E mais uma vez, o teatro do Porto a ser descriminado e a ser colocado numa situação ainda mais negativa do que a do resto do país.

Do outro lado da rua, o nº 190, naquela casa com uma varanda, temos a antiga sede dos “comediantes” uma companhia que há 25 anos foi aniquilada, de forma gratuita,  pelas políticas dirigistas do governo central.
E estamos aqui hoje – e tantos de nós ainda nem sequer tinham nascido naquela altura -  para dizer que não aceitamos viver num Estado de Sítio em que a Constituição foi suspensa e a política se faz por despacho

Vamos voltar-nos, todos juntos, para aquela casa.
Vamos levantar as folhas vermelhas.
Vamos guardar um minuto de silêncio.
Porque não aceitamos a repetição desta história.

Viva o Teatro do Porto!"

Carlos Costa
Direcção Plateia

segunda-feira, 7 de janeiro de 2013

Petição Pelas Companhias de Teatro do Porto

No final dos anos oitenta, Teresa Patrício Gouveia, então Secretária de Estado da Cultura de um Governo do Partido Social Democrata, decidiu que as Companhias de Teatro, em atividade na cidade do Porto, se deveriam fundir ou então encerrar. O resultado deste dirigismo político foi brutal para a cidade, e em particular para todos os que não aceitaram o “convite” do governo central: Umas companhias encerraram enquanto as outras viram os seus financiamentos repentinamente cancelados. 

25 anos depois, há novamente um Secretário de Estado da Cultura, de um Governo do Partido Social Democrata, a tentar exterminar as Companhias de Teatro da cidade do Porto. Chama-se Jorge Barreto Xavier, e de um dia para o outro – através de um simples despacho – modificou o paradigma do Apoio às Artes em Portugal, sem por um momento considerar o caso particular da cidade do Porto. Caso particular pela alta densidade e qualidade artística, associada a quatro escolas de teatro que constantemente geram novos projetos e alimentam o tecido profissional (técnico e artístico) de todo o país. 

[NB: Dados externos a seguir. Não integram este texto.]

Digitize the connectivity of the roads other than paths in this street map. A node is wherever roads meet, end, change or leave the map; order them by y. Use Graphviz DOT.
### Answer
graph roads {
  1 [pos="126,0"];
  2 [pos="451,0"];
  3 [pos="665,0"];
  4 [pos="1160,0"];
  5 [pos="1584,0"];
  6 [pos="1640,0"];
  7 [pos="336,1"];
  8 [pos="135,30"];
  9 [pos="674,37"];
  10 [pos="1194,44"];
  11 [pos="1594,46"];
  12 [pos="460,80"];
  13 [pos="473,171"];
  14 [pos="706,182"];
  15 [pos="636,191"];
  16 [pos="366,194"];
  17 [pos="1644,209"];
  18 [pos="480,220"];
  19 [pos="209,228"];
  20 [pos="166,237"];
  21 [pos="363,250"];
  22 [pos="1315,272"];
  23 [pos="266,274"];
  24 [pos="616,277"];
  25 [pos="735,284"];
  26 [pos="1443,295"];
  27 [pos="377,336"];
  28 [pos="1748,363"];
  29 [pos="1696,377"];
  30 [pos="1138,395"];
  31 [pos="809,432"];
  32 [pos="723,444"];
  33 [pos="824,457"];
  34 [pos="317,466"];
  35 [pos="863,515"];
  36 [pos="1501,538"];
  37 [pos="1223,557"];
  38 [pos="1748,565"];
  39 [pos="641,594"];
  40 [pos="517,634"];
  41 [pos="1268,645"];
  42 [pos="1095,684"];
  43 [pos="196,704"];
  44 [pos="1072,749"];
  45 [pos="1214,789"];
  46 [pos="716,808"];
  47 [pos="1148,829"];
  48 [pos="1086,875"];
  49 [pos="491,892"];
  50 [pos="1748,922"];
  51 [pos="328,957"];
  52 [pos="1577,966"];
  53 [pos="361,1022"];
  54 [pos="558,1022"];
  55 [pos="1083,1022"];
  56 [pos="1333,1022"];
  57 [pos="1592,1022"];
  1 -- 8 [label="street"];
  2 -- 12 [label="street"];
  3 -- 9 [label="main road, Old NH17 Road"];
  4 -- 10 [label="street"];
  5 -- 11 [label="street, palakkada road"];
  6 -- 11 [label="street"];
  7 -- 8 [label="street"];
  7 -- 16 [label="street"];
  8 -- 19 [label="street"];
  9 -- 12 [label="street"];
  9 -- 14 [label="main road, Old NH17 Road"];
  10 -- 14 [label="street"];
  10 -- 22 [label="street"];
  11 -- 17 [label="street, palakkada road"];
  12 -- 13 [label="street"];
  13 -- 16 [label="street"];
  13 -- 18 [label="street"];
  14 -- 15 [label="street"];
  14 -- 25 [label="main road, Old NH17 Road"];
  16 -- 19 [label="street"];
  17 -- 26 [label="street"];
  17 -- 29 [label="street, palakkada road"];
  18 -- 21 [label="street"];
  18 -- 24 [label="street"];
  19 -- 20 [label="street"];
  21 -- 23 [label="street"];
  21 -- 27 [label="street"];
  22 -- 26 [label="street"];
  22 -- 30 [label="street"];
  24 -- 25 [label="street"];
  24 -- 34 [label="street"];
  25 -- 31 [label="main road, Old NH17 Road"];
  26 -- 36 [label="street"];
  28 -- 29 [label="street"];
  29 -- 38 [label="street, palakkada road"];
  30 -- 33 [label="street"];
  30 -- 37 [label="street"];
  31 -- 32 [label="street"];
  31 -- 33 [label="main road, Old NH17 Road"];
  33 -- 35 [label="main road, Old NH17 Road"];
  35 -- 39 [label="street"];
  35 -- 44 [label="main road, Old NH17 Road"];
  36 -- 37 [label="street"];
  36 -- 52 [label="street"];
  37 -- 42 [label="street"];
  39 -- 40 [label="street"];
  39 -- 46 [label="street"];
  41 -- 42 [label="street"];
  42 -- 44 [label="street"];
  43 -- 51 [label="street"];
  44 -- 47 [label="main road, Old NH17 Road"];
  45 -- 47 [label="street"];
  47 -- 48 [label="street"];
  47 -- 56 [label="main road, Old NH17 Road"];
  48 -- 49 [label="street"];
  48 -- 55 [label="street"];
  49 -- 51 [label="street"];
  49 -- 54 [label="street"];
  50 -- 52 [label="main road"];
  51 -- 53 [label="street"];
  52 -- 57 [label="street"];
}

O Secretário de Estado da Cultura decidiu então dividir, sensivelmente a meio, os recursos disponíveis – sendo estes já 50% dos de há quatro anos – em dois concursos: Um para “apoios diretos aos artistas” e outro para “apoios a artistas associados às respetivas autarquias”. Mas no Porto é impossível, de facto, a generalidade dos agentes do setor poder optar por uma candidatura em associação com a sua autarquia; Por um lado, pelas restrições orçamentais inerentes ao concurso, e por outro lado, em virtude da debilidade das relações com a Câmara Municipal local (por vontade desta, claro). 

Assim, os cortes de financiamento serão, na cidade do Porto, de 75% (!), condenando metade das Companhias de Teatro a pura e simplesmente encerrar. 

Esta situação é mais um atentado grave à cultura e à economia da cidade do Porto, colocando em causa o direito de expressão e fruição artística de uma cidade que sempre se afirmou pela pluralidade e diversidade. Por isso chamamos os cidadãos do Porto para uma concentração, no dia 14 de Janeiro, segunda-feira, pelas 17 horas, junto ao edifício do Jornal de Notícias, na Rua Gonçalo Cristovão, no Porto. 

E vamos encontrar-nos aqui porque do outro lado da rua, no número 190, fica precisamente a antiga sede da Companhia de Teatro “Os Comediantes”, uma das vítimas, de há 25 anos, das políticas dirigistas e cegas de um Governo profundamente ignorante do que se passava no Porto; Para dizer, na melhor tradição democrática da cidade, que não aceitamos que se legisle por despacho e que continuamos a repudiar este ataque continuado às instituições culturais da cidade. 

Depois da Casa da Música são as Companhias de Teatro. E a seguir o que é que será?